Стекла, на которых прикреплены срезы, мазки и т. д., для реакции должны быть тонкими и, самое главное, очень тщательно промытыми детергентами и храниться так, чтобы на них не оседала пыль. Последняя может содержать микробы, которые неспецифически поглощают красители и вызывают неу­странимые фоновые свечения. Лучше хранить их в спирту (метиловом) и до­ставать по мере надобности.

Материалом для FISH-реакции служат парафиновые срезы тканей, мазки и отпечатки, в том числе мазки и осадки центрифугатов всевозможных жидко­стей — моча, асцит, спинномозговая и амниотическая жидкости, сперма и др.

FISH-реакция используется и для изучения структуры РНК, а также гетеро­логического чужеродного материала для человека — ДНК- и РНК-вирусов (Эп­штайн-Барр, папилломатоза человека и др).

Для проведения качественной реакции необходимо иметь четкие све­дения о фиксации материала. Частицы тканей, фиксированных форма­лином, вполне пригодны для этих целей, но следует помнить, что дли­тельность формалиновой фиксации отрицательно влияет на результаты реакции, однако и из длительно фиксированных тканей тоже можно по­лучить убедительные результаты, главное знать об этом. Зная о том, сколь­ко примерно фиксировали ткани в формалине, можно соответствующим образом изменить режим демаскировки.
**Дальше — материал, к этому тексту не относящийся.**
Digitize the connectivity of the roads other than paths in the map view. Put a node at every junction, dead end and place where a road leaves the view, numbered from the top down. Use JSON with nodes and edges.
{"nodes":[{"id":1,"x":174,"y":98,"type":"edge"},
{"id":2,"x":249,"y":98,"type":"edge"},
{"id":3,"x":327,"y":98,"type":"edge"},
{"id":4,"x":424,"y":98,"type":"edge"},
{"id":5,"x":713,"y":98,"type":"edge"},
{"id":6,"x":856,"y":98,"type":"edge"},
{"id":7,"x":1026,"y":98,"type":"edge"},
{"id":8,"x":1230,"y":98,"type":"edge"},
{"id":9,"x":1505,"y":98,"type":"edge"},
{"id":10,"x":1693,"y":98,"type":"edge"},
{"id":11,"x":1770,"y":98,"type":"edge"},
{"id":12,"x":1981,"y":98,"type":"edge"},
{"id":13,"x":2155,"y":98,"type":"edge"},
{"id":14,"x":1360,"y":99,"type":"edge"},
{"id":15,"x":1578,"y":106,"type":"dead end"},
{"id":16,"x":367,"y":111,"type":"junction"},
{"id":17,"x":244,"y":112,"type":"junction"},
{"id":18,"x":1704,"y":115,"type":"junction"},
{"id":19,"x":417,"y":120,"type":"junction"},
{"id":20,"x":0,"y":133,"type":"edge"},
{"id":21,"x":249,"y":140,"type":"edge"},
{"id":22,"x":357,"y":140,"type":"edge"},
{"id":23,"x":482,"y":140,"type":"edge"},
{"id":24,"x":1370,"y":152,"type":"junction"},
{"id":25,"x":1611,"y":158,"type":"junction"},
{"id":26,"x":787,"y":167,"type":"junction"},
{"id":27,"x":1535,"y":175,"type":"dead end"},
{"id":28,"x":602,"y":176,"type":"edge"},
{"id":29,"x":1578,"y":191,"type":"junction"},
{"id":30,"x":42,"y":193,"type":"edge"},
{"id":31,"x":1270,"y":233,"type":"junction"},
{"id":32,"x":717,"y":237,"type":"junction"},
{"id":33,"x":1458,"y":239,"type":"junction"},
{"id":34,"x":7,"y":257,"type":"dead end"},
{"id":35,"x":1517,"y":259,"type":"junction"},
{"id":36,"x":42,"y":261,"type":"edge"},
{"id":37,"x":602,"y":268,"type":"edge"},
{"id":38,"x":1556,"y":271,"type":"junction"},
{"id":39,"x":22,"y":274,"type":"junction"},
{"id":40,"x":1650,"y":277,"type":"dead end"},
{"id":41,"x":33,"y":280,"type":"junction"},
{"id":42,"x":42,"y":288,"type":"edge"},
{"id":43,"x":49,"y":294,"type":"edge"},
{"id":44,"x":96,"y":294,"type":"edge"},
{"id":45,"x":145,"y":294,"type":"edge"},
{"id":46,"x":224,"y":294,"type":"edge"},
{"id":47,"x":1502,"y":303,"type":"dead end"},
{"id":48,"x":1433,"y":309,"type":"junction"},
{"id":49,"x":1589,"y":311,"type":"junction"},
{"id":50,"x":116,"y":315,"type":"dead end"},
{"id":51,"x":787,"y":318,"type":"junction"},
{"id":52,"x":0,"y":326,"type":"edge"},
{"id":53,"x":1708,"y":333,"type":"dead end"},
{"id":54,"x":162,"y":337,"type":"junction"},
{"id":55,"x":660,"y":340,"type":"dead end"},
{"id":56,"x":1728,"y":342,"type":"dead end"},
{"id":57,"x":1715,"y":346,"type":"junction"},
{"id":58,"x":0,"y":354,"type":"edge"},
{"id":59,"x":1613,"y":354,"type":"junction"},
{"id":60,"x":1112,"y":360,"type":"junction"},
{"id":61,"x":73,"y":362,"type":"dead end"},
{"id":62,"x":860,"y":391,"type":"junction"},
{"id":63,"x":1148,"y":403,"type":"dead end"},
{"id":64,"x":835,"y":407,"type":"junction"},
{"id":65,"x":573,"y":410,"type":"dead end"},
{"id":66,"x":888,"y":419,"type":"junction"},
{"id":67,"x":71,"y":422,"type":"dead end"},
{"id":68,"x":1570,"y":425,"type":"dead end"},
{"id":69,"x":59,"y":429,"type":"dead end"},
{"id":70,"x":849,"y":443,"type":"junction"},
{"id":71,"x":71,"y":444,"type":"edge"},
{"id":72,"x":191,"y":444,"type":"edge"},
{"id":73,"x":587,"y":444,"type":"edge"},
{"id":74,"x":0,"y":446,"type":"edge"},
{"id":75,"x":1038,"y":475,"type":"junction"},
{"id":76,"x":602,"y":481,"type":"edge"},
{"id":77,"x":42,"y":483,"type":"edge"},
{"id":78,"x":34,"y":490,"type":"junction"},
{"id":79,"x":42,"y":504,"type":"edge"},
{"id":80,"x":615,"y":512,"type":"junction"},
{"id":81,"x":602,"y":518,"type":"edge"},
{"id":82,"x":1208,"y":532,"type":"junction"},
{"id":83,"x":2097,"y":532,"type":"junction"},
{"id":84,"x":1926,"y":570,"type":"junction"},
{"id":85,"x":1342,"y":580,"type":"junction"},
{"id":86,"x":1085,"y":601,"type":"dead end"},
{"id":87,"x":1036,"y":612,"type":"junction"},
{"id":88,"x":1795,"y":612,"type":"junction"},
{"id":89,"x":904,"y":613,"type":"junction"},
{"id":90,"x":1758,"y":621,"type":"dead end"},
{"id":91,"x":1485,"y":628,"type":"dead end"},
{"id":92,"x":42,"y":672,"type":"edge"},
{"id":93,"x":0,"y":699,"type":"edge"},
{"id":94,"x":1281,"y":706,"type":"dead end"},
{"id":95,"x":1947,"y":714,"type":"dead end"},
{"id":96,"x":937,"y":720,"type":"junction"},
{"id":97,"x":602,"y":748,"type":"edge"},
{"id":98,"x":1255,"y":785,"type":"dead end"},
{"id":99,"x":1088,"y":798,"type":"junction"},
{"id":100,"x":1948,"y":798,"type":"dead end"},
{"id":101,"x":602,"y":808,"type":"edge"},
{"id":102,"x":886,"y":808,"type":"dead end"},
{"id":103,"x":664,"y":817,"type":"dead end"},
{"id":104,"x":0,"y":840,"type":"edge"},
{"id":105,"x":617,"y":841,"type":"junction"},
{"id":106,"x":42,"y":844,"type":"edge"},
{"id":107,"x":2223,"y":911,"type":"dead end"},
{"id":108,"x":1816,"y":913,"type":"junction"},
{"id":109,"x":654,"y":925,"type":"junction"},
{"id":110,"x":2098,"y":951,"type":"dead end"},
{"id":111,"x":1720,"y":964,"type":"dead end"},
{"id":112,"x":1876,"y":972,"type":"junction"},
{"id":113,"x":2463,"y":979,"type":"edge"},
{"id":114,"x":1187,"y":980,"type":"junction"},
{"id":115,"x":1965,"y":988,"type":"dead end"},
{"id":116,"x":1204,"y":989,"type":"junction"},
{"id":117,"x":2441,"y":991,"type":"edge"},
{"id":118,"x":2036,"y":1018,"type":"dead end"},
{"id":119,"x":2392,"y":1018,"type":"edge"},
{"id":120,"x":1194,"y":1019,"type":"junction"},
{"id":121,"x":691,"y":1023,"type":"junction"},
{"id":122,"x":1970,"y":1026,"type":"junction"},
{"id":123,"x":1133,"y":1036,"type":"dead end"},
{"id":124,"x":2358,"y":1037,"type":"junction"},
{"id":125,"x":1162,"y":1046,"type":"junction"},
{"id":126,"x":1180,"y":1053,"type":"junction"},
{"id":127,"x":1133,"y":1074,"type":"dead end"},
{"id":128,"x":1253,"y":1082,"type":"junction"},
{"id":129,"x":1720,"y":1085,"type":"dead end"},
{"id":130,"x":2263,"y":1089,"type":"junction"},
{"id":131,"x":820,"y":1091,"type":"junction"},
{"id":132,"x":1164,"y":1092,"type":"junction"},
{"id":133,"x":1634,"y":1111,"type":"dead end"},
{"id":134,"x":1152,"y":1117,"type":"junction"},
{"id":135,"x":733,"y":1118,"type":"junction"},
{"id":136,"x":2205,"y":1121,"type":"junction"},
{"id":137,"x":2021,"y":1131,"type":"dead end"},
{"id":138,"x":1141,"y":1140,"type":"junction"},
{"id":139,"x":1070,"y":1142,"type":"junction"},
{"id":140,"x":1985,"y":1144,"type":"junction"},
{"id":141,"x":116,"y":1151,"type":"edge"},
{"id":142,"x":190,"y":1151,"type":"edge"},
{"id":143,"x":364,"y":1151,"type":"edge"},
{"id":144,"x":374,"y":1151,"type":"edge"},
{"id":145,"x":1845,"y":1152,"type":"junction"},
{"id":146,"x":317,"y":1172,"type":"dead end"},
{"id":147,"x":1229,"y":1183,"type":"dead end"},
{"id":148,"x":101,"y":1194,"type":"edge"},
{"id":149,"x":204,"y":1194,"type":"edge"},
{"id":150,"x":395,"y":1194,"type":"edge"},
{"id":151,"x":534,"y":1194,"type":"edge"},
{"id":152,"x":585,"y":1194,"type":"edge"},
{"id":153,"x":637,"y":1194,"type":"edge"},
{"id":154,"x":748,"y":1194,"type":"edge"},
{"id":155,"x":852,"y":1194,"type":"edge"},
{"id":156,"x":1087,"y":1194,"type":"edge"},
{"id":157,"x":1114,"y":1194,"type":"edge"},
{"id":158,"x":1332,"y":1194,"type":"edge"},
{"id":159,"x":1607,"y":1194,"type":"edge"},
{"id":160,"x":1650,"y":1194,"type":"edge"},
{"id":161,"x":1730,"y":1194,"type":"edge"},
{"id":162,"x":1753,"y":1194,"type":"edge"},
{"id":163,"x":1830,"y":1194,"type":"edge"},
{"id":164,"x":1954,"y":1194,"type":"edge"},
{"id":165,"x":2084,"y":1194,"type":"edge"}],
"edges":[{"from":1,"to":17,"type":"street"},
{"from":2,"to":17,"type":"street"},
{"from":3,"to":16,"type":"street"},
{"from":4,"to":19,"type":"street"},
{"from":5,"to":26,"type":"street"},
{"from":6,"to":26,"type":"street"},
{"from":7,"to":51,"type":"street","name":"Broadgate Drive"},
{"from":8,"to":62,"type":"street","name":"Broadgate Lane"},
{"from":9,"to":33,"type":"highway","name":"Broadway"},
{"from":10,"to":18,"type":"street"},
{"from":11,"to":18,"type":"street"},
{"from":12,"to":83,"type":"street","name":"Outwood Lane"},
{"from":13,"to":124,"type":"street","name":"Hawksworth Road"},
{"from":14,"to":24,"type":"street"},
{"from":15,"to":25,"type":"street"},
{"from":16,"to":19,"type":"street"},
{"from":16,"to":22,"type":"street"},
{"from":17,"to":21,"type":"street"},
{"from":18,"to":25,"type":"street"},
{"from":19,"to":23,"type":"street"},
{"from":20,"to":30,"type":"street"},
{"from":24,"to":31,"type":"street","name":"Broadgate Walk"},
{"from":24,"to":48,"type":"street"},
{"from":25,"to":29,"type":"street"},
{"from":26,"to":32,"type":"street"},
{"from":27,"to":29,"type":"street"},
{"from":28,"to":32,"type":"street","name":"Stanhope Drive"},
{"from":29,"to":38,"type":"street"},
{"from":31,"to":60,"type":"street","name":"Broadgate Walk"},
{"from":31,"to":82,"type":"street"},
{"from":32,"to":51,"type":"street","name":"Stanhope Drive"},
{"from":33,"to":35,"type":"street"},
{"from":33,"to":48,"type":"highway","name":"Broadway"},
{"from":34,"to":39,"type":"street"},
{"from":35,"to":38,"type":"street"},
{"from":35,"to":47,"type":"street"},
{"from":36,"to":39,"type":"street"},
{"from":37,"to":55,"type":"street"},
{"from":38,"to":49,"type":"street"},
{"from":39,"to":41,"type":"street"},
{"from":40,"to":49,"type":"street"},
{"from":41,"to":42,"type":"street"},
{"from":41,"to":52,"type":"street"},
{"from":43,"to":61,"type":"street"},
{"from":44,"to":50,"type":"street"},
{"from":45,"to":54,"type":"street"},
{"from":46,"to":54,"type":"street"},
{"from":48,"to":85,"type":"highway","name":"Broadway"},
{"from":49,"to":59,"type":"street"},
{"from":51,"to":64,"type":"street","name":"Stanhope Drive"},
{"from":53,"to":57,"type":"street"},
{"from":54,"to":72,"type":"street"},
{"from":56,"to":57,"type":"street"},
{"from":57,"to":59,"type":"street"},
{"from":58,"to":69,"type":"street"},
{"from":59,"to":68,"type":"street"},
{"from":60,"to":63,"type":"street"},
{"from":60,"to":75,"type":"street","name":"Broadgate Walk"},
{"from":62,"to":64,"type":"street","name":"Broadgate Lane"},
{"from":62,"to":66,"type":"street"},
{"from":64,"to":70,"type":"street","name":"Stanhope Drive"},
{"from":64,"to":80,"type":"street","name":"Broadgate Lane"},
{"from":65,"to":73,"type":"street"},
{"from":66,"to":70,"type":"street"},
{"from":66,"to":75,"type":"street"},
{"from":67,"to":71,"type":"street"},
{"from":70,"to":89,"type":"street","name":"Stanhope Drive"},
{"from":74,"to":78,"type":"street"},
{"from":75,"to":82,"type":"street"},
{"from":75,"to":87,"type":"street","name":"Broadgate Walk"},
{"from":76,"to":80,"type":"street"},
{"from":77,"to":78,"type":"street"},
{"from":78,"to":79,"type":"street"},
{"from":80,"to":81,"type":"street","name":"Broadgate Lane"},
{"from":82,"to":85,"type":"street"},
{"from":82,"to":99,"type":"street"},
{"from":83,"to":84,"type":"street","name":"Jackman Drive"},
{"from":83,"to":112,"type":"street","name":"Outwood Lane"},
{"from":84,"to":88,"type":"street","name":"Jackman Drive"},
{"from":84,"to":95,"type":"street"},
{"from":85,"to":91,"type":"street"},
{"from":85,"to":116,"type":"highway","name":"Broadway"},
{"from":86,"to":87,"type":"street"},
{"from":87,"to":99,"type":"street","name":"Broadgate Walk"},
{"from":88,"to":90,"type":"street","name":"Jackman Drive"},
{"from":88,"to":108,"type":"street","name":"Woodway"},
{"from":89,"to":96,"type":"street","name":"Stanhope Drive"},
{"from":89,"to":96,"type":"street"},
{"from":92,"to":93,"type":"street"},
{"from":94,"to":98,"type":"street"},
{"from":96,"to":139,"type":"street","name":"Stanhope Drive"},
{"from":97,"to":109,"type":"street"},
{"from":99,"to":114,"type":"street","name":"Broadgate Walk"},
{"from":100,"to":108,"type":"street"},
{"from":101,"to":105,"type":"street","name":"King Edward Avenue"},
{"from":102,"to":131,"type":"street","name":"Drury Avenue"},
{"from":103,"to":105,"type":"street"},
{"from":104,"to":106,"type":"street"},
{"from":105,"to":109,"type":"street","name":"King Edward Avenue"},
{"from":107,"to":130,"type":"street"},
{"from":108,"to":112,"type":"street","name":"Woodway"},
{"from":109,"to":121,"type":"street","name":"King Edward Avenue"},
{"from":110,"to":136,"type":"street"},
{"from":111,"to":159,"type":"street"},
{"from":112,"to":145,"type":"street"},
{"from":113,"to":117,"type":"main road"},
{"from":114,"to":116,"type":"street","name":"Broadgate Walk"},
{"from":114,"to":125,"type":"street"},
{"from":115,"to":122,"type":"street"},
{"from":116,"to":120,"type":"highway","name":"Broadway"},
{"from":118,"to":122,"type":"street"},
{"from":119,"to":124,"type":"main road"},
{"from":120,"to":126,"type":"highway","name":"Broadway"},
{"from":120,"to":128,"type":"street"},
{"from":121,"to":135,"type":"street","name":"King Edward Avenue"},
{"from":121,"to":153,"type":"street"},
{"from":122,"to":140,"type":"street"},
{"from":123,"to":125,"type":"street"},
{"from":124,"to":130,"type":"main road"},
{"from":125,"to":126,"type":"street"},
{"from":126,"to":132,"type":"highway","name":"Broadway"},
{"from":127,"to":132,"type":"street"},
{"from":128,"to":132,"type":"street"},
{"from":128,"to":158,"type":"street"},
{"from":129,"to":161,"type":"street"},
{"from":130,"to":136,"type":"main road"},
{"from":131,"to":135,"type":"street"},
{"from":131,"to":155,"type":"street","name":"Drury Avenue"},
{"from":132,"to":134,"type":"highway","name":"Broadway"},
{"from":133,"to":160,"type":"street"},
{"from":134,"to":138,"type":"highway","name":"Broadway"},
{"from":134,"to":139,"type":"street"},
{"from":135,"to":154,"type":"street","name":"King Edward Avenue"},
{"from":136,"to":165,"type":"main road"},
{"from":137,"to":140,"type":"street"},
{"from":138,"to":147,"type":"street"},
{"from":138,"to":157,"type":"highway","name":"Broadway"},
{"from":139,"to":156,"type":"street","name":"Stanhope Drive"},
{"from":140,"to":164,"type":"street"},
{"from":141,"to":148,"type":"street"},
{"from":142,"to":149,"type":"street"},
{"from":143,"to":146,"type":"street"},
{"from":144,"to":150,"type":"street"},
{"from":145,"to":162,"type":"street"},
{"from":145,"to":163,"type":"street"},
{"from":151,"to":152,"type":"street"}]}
FISH-реакция дает возможность регистрировать изменения в молеку­ле ДНК, произошедшие в результате увеличения копийности гена — ам­плификации, потери гена — делеции, изменения числа хромосом, а так­же качественные изменения — перемещения локусов генов как в пределах одной и той же хромосомы (инверсии), так и между двумя хромосомами — транслокации.

Кроме традиционных, уже описанных методик реакции, как в исследо­вательскую, так и в диагностическую жизнь внедряются и новые специ­альные методические наработки и целые направления по изучению и ди­агностике геномных нарушений. Из этих направлений следует отметить следующие.

Сравнительная геномная гибридизация. Этот метод позволяет прове­сти своего рода скрининг всего генома без предварительного знания, в каких участках могут быть нарушения. Его огромным достоинством яв­ляется отсутствие необходимости получения метафазных хромосом ис­следуемой ткани и клеток, достаточно иметь ДНК исследуемого матери­ала.

Для проведения сравнительной геномной гибридизации получают ДНК из клеток определенной ткани и метят любым флуоресцентным красите­лем. Параллельно производят мечение нормальной ДНК. Многие предпо­читают для этой цели брать ДНК из клеток крови того же больного. От­дельно следует приготовить метафазные пластинки с нормальными хромосомами, а дальше ДНК гибридизуют на этих хромосомах. Сравне­ние интенсивности сигнала флуоресценции позволяет судить об измене­нии в геноме исследуемой ДНК. Обычно метод дает хороший результат, если очаг перестройки генома не меньше 5-10 Мб оснований. Анализ ре­зультатов следует проводить в эпифлуоресцентном микроскопе с обяза­тельным использованием специальной компьютерной программы. Метод очень тонкий, требует хорошо подготовленных хромосомных препаратов без накладывания и перекрытия хромосомами друг друга.